There are some papers about antenna design on Gaia, and this one by EADS CASA Espacio has many details on GAIA Antenna:

http://ieeexplore.ieee.org/document/5505027/ Allica, J. C., Alonso, E., Amado, M., Bazán, A., Casares, F., de Witte, E., ... & Serrano, J. L. (2010, April). "Architecture of GAIA satellite phased array antenna" - 2010 Proceedings of the Fourth European Conference on Antennas and Propagation (EuCAP), 12-16 April 2010, pages 4056-4059 (https://scholar.google.com/scholar?cluster=4948320994472611099)
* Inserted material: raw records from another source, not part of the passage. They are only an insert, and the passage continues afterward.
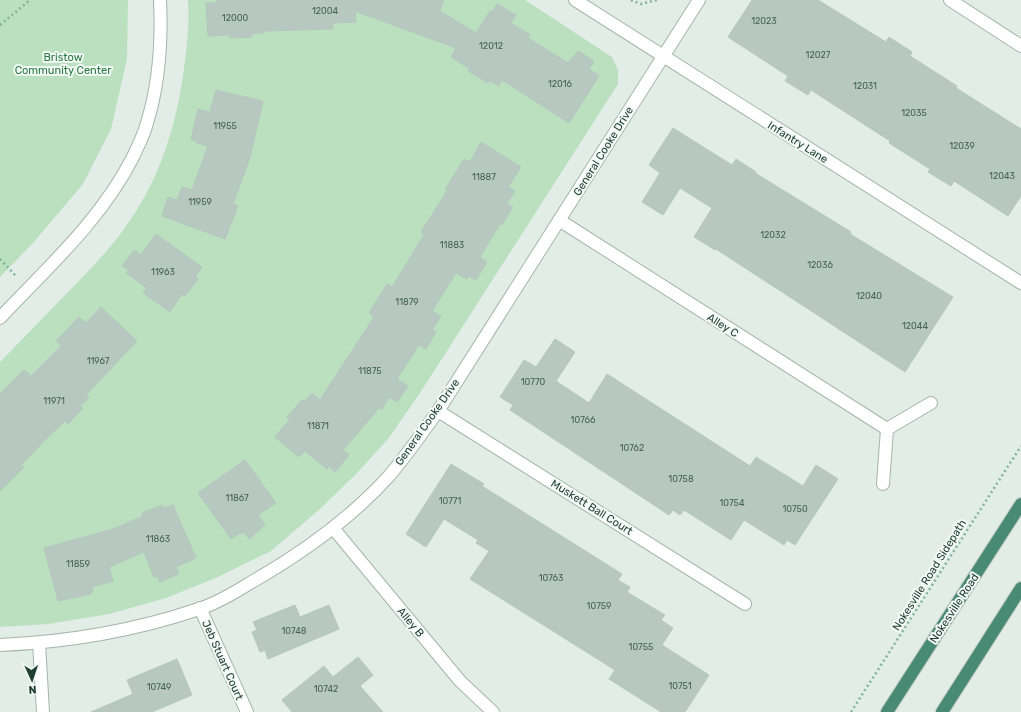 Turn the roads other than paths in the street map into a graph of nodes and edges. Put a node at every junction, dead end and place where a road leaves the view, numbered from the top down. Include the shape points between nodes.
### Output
1 (160, 0) edge
2 (575, 0) edge
3 (699, 0) edge
4 (950, 0) edge
5 (1021, 46) edge
6 (664, 56) junction
7 (559, 220) junction
8 (1021, 283) edge
9 (0, 318) edge
10 (931, 403) dead end
11 (438, 410) junction
12 (887, 429) junction
13 (883, 484) dead end
14 (1021, 504) edge
15 (333, 528) junction
16 (1021, 588) edge
17 (745, 604) dead end
18 (200, 608) junction
19 (39, 643) junction
20 (0, 645) edge
21 (43, 712) edge
22 (247, 712) edge
23 (493, 712) edge
24 (888, 712) edge
25 (942, 712) edge

1 - 9 street via 160,46 156,87 147,124 129,163 98,213
2 - 6 street, Infantry Lane
3 - 6 street, General Cooke Drive
4 - 5 street
6 - 7 street, General Cooke Drive
6 - 8 street, Infantry Lane
7 - 11 street, General Cooke Drive
7 - 12 street, Alley C
10 - 12 street
11 - 15 street, General Cooke Drive via 389,475
11 - 17 street, Muskett Ball Court
12 - 13 street
14 - 24 highway, Nokesville Road
15 - 18 street, General Cooke Drive via 268,573
15 - 23 street, Alley B via 460,681
16 - 25 highway
18 - 19 street, General Cooke Drive via 133,628 78,639
18 - 22 street, Jeb Stuart Court
19 - 20 street, General Cooke Drive
19 - 21 street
It is behind IEEE paywall, and I have only first page preview. But there is very similar paper "GAIA SATELLITE PHASE ARRAY ANTENNA" from same authors presented probably at some ESA conference later in 2010.

Main requirements for Antenna design: 8465 MHz center frequency, 10 MHz bandwidth, EIRP (Equivalent Isotropically Radiated Power) of +34 dBW, power on antenna input: +33 dBm. Required coverage: 360 degrees of azimuth and 45 +- 15 degrees of elevation with antenna scanning speed of "1deg/min in azimuth and 1.5deg/day in elevation". PAA subsystem has two RF inputs (one per transponder) and 7 outputs ("2:7 Input Splitter" made with microstrips). 7 signals are connected with coaxial cables to 7 amplifiers/beamformers: GAIA PAA subsystem block scheme by EADS CASA Espacio, 2010

Each amplifier/beamformers has 4 units of "QUAM SSPA" (The Quadrimodule) with total 4 outputs (28 signals from 7 amplifier/beamformers). Their outputs are connected to subarrays of antenna grouped by two into facets, each facet has two "arrays of six circular disk patch antennas". With 14 facets the PAA Radiating core is built (4 real facets are visible, other are mass dummies): figure 2: EM PAA radiating cone by EADS CASA Espacio, 2010

With requirement of 45 +- 15 degrees elevation and this photo of test cap installation https://i.sstatic.net/Ek1zw.png from the paper we may assume that facets are fixed at angle of 45 degrees to the honeycomb panel visible in your photos.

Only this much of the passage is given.